ET AUX MOTIFS DES PREMIERS JUGES, EN LES SUPPOSANT ADOPTES, QUE « sur le rappel de salaires. Attendu que les objectifs doivent être portés à la connaissance du salarié en début d'exercice selon un arrêt de la chambre sociale de la cour de cassation en date du 02/03/2011 portant n° 08-44.977. En l'espèce dans la société SIRADEL, les objectifs sont affinés en cours d'année. Attendu que la clause relative à la rémunération article 4 du contrat de travail est ambigüe et peu claire. En l'espèce cette clause fait référence à « une indexation », alors qu'il y a une absence d'élément comptable ce qui laisse présager un nombre important de suppositions et dérives à la bonne compréhension.

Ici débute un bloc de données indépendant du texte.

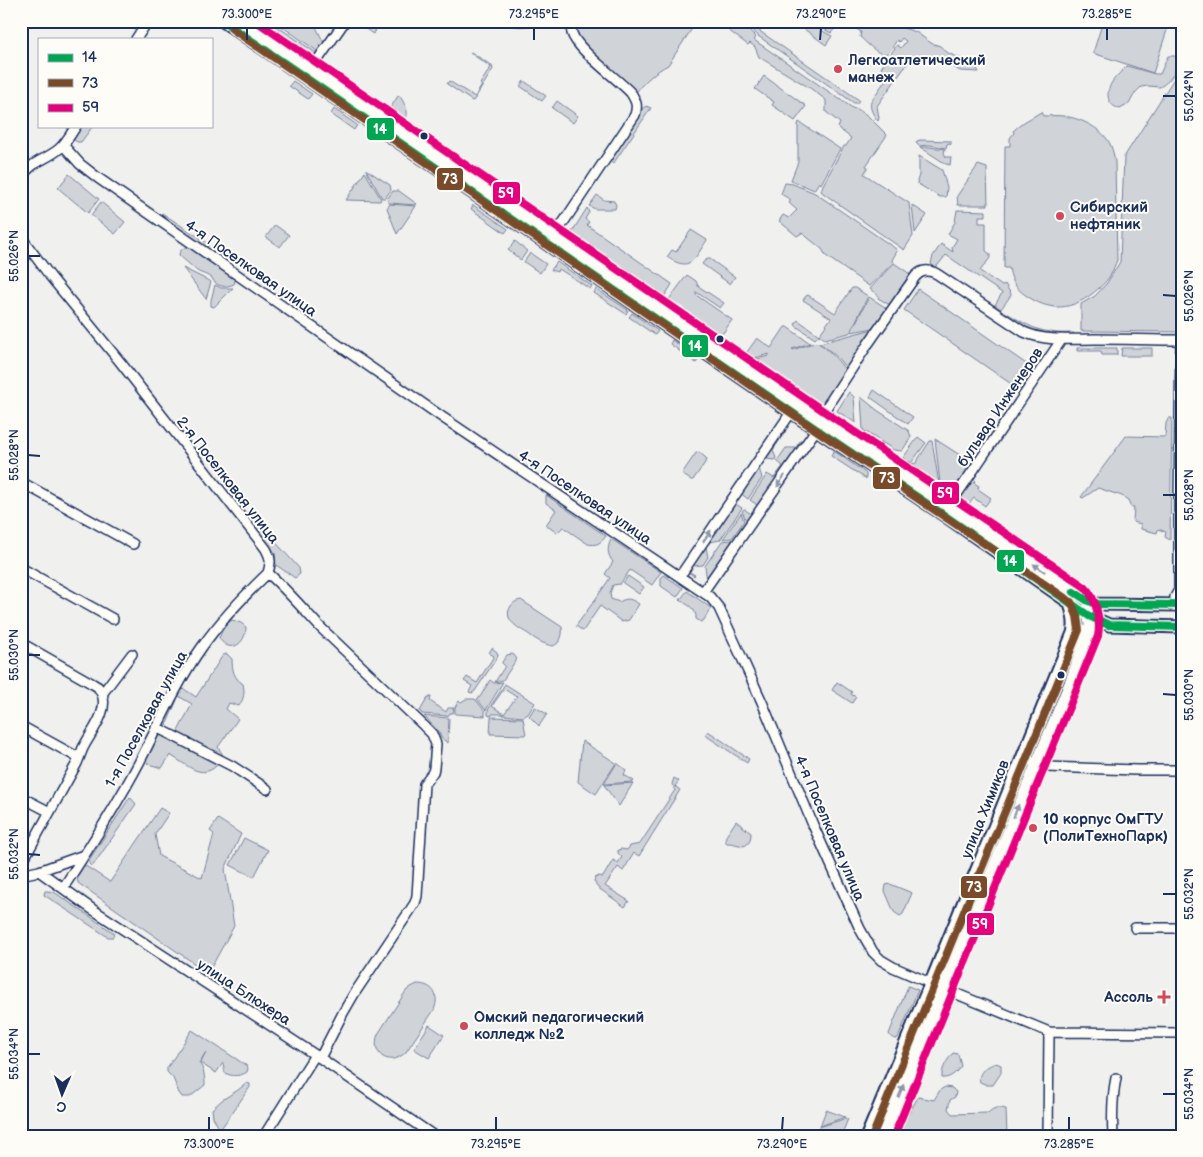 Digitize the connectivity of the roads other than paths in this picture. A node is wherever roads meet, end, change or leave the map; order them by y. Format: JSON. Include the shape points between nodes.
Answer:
{"nodes":[{"id":1,"x":148,"y":21,"type":"edge"},
{"id":2,"x":224,"y":21,"type":"edge"},
{"id":3,"x":238,"y":21,"type":"edge"},
{"id":4,"x":345,"y":21,"type":"edge"},
{"id":5,"x":572,"y":21,"type":"edge"},
{"id":6,"x":137,"y":38,"type":"edge"},
{"id":7,"x":310,"y":71,"type":"junction"},
{"id":8,"x":75,"y":128,"type":"edge"},
{"id":9,"x":63,"y":145,"type":"junction"},
{"id":10,"x":21,"y":178,"type":"edge"},
{"id":11,"x":551,"y":241,"type":"junction"},
{"id":12,"x":22,"y":242,"type":"edge"},
{"id":13,"x":1062,"y":339,"type":"junction"},
{"id":14,"x":1182,"y":340,"type":"edge"},
{"id":15,"x":792,"y":411,"type":"junction"},
{"id":16,"x":819,"y":423,"type":"junction"},
{"id":17,"x":21,"y":482,"type":"edge"},
{"id":18,"x":946,"y":511,"type":"junction"},
{"id":19,"x":133,"y":544,"type":"dead end"},
{"id":20,"x":21,"y":568,"type":"edge"},
{"id":21,"x":268,"y":573,"type":"junction"},
{"id":22,"x":680,"y":576,"type":"junction"},
{"id":23,"x":703,"y":592,"type":"junction"},
{"id":24,"x":1079,"y":596,"type":"junction"},
{"id":25,"x":1070,"y":604,"type":"junction"},
{"id":26,"x":1108,"y":605,"type":"junction"},
{"id":27,"x":1178,"y":605,"type":"edge"},
{"id":28,"x":1088,"y":616,"type":"junction"},
{"id":29,"x":113,"y":619,"type":"dead end"},
{"id":30,"x":1108,"y":625,"type":"junction"},
{"id":31,"x":1182,"y":627,"type":"edge"},
{"id":32,"x":1074,"y":628,"type":"junction"},
{"id":33,"x":1089,"y":632,"type":"junction"},
{"id":34,"x":21,"y":643,"type":"edge"},
{"id":35,"x":132,"y":654,"type":"dead end"},
{"id":36,"x":102,"y":694,"type":"junction"},
{"id":37,"x":21,"y":726,"type":"edge"},
{"id":38,"x":156,"y":727,"type":"junction"},
{"id":39,"x":79,"y":758,"type":"junction"},
{"id":40,"x":1022,"y":758,"type":"junction"},
{"id":41,"x":1036,"y":764,"type":"junction"},
{"id":42,"x":1182,"y":770,"type":"edge"},
{"id":43,"x":267,"y":789,"type":"dead end"},
{"id":44,"x":21,"y":797,"type":"edge"},
{"id":45,"x":50,"y":812,"type":"junction"},
{"id":46,"x":84,"y":855,"type":"junction"},
{"id":47,"x":21,"y":864,"type":"edge"},
{"id":48,"x":39,"y":871,"type":"junction"},
{"id":49,"x":23,"y":874,"type":"edge"},
{"id":50,"x":63,"y":888,"type":"junction"},
{"id":51,"x":962,"y":908,"type":"junction"},
{"id":52,"x":975,"y":913,"type":"junction"},
{"id":53,"x":1135,"y":928,"type":"dead end"},
{"id":54,"x":1182,"y":928,"type":"edge"},
{"id":55,"x":931,"y":983,"type":"junction"},
{"id":56,"x":943,"y":988,"type":"junction"},
{"id":57,"x":1050,"y":1032,"type":"junction"},
{"id":58,"x":1182,"y":1033,"type":"edge"},
{"id":59,"x":318,"y":1056,"type":"junction"},
{"id":60,"x":1116,"y":1078,"type":"dead end"},
{"id":61,"x":868,"y":1133,"type":"edge"},
{"id":62,"x":264,"y":1136,"type":"edge"},
{"id":63,"x":434,"y":1136,"type":"edge"},
{"id":64,"x":882,"y":1136,"type":"edge"},
{"id":65,"x":1048,"y":1136,"type":"edge"},
{"id":66,"x":1113,"y":1136,"type":"edge"}],
"edges":[{"from":1,"to":6,"type":"street"},
{"from":2,"to":11,"type":"main road"},
{"from":3,"to":7,"type":"main road"},
{"from":4,"to":7,"type":"street"},
{"from":5,"to":11,"type":"street","via":[[571,31],[576,40],[627,89],[636,100],[637,107],[635,115]]},
{"from":7,"to":11,"type":"main road"},
{"from":8,"to":9,"type":"street"},
{"from":9,"to":10,"type":"street","via":[[32,165]]},
{"from":9,"to":22,"type":"street","name":"4-я Поселковая улица","via":[[98,178],[246,282]]},
{"from":11,"to":15,"type":"main road"},
{"from":11,"to":16,"type":"main road"},
{"from":12,"to":21,"type":"street","name":"2-я Поселковая улица","via":[[266,549],[271,564]]},
{"from":13,"to":14,"type":"street"},
{"from":13,"to":16,"type":"street","via":[[1032,336],[932,271],[920,272],[867,345]]},
{"from":13,"to":18,"type":"street","name":"бульвар Инженеров"},
{"from":14,"to":27,"type":"street","via":[[1179,590],[1175,597]]},
{"from":15,"to":16,"type":"main road"},
{"from":22,"to":15,"type":"street","one_way":true},
{"from":16,"to":18,"type":"main road"},
{"from":16,"to":23,"type":"street","one_way":true},
{"from":17,"to":19,"type":"street"},
{"from":24,"to":18,"type":"main road","one_way":true},
{"from":18,"to":25,"type":"main road"},
{"from":20,"to":29,"type":"street"},
{"from":21,"to":38,"type":"street","name":"1-я Поселковая улица","via":[[230,611],[201,648]]},
{"from":21,"to":59,"type":"street","via":[[435,739],[433,772],[424,784],[415,903],[354,994]]},
{"from":22,"to":23,"type":"street","name":"4-я Поселковая улица"},
{"from":23,"to":55,"type":"street","name":"4-я Поселковая улица","via":[[714,601],[736,645],[867,943],[881,960]]},
{"from":24,"to":26,"type":"main road","via":[[1093,603]]},
{"from":24,"to":28,"type":"main road","name":"улица Химиков"},
{"from":25,"to":28,"type":"main road"},
{"from":25,"to":32,"type":"main road"},
{"from":26,"to":27,"type":"main road"},
{"from":26,"to":28,"type":"main road"},
{"from":28,"to":30,"type":"main road"},
{"from":28,"to":32,"type":"main road"},
{"from":28,"to":33,"type":"main road","name":"улица Химиков"},
{"from":30,"to":31,"type":"main road"},
{"from":30,"to":33,"type":"main road"},
{"from":32,"to":40,"type":"main road","name":"улица Химиков"},
{"from":33,"to":41,"type":"main road","name":"улица Химиков"},
{"from":34,"to":36,"type":"street","via":[[98,687]]},
{"from":35,"to":36,"type":"street"},
{"from":36,"to":39,"type":"street","via":[[104,700],[100,717]]},
{"from":37,"to":39,"type":"street"},
{"from":38,"to":43,"type":"street","via":[[232,766]]},
{"from":38,"to":46,"type":"street","name":"1-я Поселковая улица","via":[[140,761]]},
{"from":39,"to":45,"type":"street"},
{"from":40,"to":41,"type":"street"},
{"from":40,"to":51,"type":"main road","name":"улица Химиков"},
{"from":41,"to":42,"type":"street","via":[[1046,767]]},
{"from":52,"to":41,"type":"main road","name":"улица Химиков","one_way":true},
{"from":44,"to":45,"type":"street"},
{"from":45,"to":47,"type":"street"},
{"from":46,"to":48,"type":"street"},
{"from":46,"to":50,"type":"street","name":"1-я Поселковая улица"},
{"from":48,"to":49,"type":"street"},
{"from":48,"to":50,"type":"street","name":"улица Блюхера"},
{"from":50,"to":59,"type":"street","name":"улица Блюхера"},
{"from":51,"to":52,"type":"main road"},
{"from":51,"to":55,"type":"main road","name":"улица Химиков"},
{"from":52,"to":56,"type":"main road","name":"улица Химиков"},
{"from":53,"to":54,"type":"street"},
{"from":55,"to":56,"type":"street","name":"4-я Поселковая улица"},
{"from":55,"to":61,"type":"main road","name":"улица Химиков"},
{"from":56,"to":57,"type":"street","name":"4-я Поселковая улица"},
{"from":64,"to":56,"type":"main road","name":"улица Химиков","one_way":true},
{"from":57,"to":58,"type":"street"},
{"from":57,"to":65,"type":"street"},
{"from":59,"to":62,"type":"street"},
{"from":59,"to":63,"type":"street","name":"улица Блюхера"},
{"from":60,"to":66,"type":"street"},
{"from":61,"to":64,"type":"main road"}]}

En conséquence le conseil accorde ce chef de demande à M. [V] en condamnant la société à payer la somme de 8000 € pour les années 2013, 2014 et 2015 et 15000 € pour l'année 2016 ainsi que les congés payés afférents » ;

ALORS QUE lorsque le droit à une rémunération variable résulte du contrat de travail, et à défaut d'accord entre l'employeur et le salarié sur le montant de cette rémunération, il incombe au juge de la déterminer en fonction des critères visés au contrat de travail et des accords conclus les années précédentes et, à défaut, des données de la cause ; que si l'objectif de résultats, dont le contrat de travail fait dépendre la rémunération variable, n'a pas été déterminé, il appartient au juge de le fixer selon les mêmes critères ; que la cour d'appel a constaté, en l'espèce, que les objectifs conditionnant le paiement de la prime annuelle de résultat devaient être, selon le contrat de travail, fixés annuellement en concertation entre Monsieur [V] et la société SIRADEL ; qu'elle a fait droit à la demande du salarié qui réclamait, pour les années 2013 à 2016, le paiement intégral de la prime d'objectifs, au motif que les objectifs annuels n'avaient jamais été fixés ; qu'en statuant de la sorte, cependant qu'il lui incombait de les fixer elle-même en fonction des critères visés au contrat de travail et des accords conclus les années précédentes et, à défaut, des données de la cause, la cour d'appel a méconnu son office et a violé les articles L. 1221-1 du Code du travail et 1134 [devenu 1103] du Code civil.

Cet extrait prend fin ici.